### Work instructions
Please reply with one number only: how many lines in the entries below contain the string "dead".

Data provided below:

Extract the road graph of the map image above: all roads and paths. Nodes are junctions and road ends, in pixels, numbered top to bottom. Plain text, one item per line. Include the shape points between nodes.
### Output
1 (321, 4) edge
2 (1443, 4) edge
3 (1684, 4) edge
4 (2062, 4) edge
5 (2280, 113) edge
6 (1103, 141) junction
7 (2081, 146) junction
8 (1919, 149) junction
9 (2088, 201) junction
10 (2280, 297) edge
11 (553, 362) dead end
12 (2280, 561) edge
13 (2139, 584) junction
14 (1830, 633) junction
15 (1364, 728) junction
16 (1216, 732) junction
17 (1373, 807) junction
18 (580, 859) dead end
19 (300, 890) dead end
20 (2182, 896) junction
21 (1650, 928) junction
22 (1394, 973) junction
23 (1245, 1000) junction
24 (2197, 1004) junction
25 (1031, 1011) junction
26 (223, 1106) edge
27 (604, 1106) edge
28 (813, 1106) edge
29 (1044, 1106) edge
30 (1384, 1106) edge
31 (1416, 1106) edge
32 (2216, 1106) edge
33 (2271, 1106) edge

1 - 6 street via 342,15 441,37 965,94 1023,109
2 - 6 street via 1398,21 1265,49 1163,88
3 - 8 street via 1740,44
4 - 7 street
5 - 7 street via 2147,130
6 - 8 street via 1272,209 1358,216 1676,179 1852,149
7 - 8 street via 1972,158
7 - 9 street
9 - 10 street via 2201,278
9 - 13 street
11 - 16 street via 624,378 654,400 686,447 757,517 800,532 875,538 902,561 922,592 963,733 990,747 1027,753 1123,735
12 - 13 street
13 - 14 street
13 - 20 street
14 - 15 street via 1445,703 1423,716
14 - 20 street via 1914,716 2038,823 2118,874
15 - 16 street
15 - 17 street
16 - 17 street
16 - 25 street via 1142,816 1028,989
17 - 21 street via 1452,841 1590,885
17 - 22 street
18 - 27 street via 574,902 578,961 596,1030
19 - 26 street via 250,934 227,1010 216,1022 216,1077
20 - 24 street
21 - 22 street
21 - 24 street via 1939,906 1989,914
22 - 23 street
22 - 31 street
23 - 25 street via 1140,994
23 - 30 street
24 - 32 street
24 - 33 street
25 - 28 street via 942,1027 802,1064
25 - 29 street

End of Data provided.

### Solved problem
3